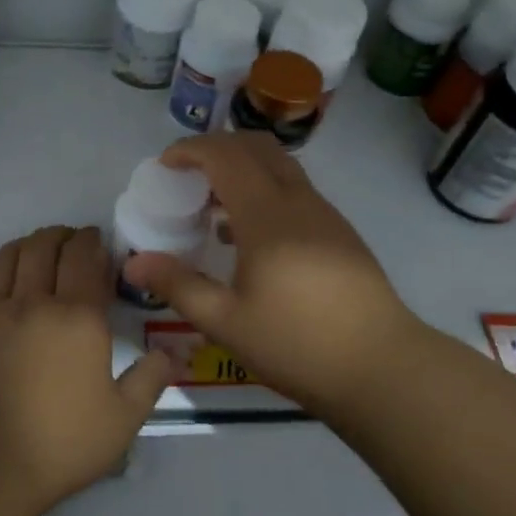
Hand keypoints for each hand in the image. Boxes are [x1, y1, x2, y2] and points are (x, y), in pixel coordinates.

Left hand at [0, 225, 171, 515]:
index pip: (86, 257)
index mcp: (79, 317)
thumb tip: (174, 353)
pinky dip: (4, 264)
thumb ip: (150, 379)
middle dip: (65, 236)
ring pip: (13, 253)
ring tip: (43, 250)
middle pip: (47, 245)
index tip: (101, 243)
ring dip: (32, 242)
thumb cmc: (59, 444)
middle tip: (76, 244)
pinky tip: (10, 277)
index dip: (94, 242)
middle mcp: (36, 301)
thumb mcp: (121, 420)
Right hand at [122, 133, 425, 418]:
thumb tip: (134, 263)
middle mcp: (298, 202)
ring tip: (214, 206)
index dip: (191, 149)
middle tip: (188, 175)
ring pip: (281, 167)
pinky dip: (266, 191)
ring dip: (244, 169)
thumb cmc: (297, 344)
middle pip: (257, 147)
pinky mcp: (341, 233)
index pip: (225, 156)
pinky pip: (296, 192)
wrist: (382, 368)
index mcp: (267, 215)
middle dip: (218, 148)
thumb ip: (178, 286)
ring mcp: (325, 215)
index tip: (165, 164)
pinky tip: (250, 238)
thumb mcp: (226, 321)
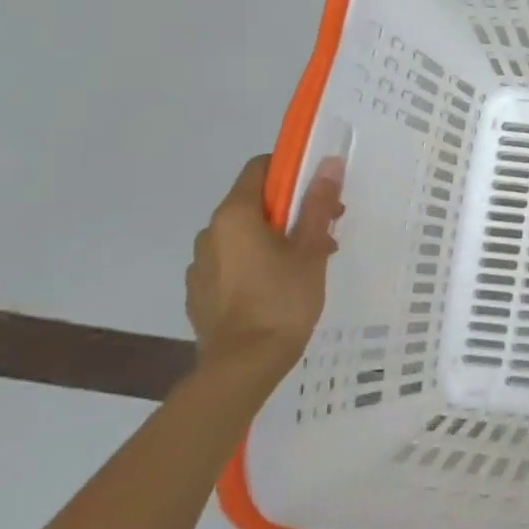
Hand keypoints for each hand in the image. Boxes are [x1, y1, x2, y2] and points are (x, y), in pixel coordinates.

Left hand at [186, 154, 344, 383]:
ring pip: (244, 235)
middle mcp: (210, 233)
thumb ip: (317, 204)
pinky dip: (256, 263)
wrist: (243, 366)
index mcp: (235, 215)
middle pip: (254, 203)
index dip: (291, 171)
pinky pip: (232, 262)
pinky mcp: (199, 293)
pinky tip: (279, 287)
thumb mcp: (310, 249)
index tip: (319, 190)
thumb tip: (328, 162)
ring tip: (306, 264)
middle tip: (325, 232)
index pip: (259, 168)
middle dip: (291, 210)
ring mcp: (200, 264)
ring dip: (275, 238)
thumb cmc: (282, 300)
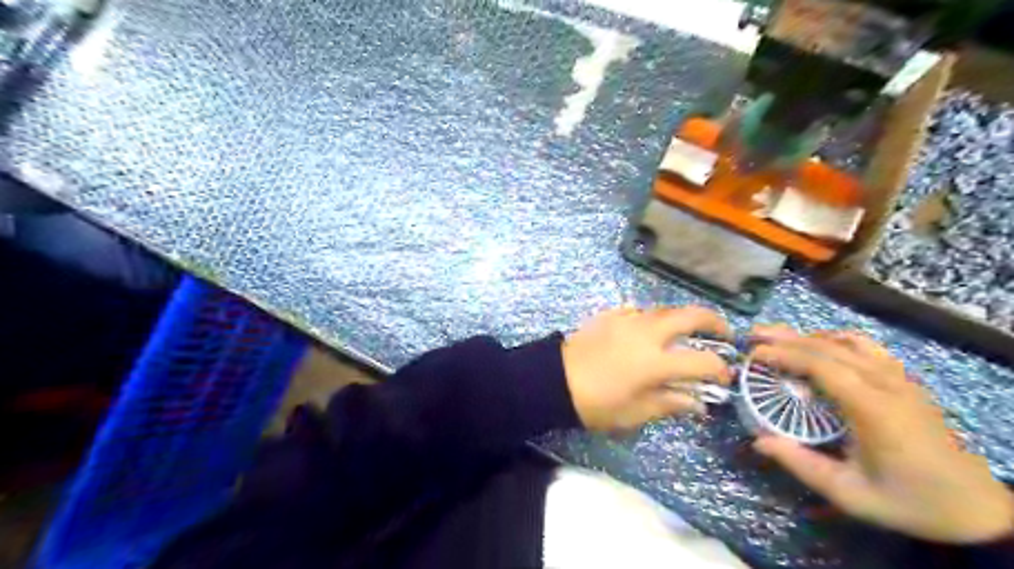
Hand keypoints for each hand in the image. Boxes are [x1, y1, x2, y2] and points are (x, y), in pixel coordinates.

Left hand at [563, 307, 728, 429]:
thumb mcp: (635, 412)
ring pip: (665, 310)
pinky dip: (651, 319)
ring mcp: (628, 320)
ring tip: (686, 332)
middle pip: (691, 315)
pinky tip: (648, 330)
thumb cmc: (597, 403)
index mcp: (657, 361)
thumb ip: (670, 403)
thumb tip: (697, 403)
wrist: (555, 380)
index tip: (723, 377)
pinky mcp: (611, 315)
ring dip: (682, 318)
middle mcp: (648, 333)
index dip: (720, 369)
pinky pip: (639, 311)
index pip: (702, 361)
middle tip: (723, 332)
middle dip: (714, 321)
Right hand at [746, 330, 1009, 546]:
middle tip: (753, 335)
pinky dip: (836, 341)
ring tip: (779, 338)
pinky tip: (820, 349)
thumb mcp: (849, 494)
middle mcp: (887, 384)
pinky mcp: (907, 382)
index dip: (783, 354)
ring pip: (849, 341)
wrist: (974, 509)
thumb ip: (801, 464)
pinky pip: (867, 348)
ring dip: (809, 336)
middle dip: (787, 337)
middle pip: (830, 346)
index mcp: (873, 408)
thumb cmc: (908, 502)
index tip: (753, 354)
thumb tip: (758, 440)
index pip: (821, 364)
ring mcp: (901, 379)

- **Exercise directions**
Exact retyping is required: the line with "ring pip: (665, 310)" through the end of the data, both ends included, and no other line.

- **Finished exercise**
ring pip: (665, 310)
pinky dip: (651, 319)
ring mcp: (628, 320)
ring tip: (686, 332)
middle pip: (691, 315)
pinky tip: (648, 330)
thumb cmc: (597, 403)
index mcp: (657, 361)
thumb ip: (670, 403)
thumb tip: (697, 403)
wrist: (555, 380)
index tip: (723, 377)
pinky mcp: (611, 315)
ring dip: (682, 318)
middle mcp: (648, 333)
index dip: (720, 369)
pinky pip: (639, 311)
index pip: (702, 361)
middle tip: (723, 332)
middle dip: (714, 321)
Right hand at [746, 330, 1009, 546]:
middle tip: (753, 335)
pinky dip: (836, 341)
ring tip: (779, 338)
pinky tip: (820, 349)
thumb mcp: (849, 494)
middle mcp: (887, 384)
pinky mcp: (907, 382)
index dip: (783, 354)
ring pip: (849, 341)
wrist: (974, 509)
thumb ip: (801, 464)
pinky pip: (867, 348)
ring dip: (809, 336)
middle dip: (787, 337)
middle pip: (830, 346)
index mcp: (873, 408)
thumb cmc: (908, 502)
index tip: (753, 354)
thumb tip: (758, 440)
index pip: (821, 364)
ring mcp: (901, 379)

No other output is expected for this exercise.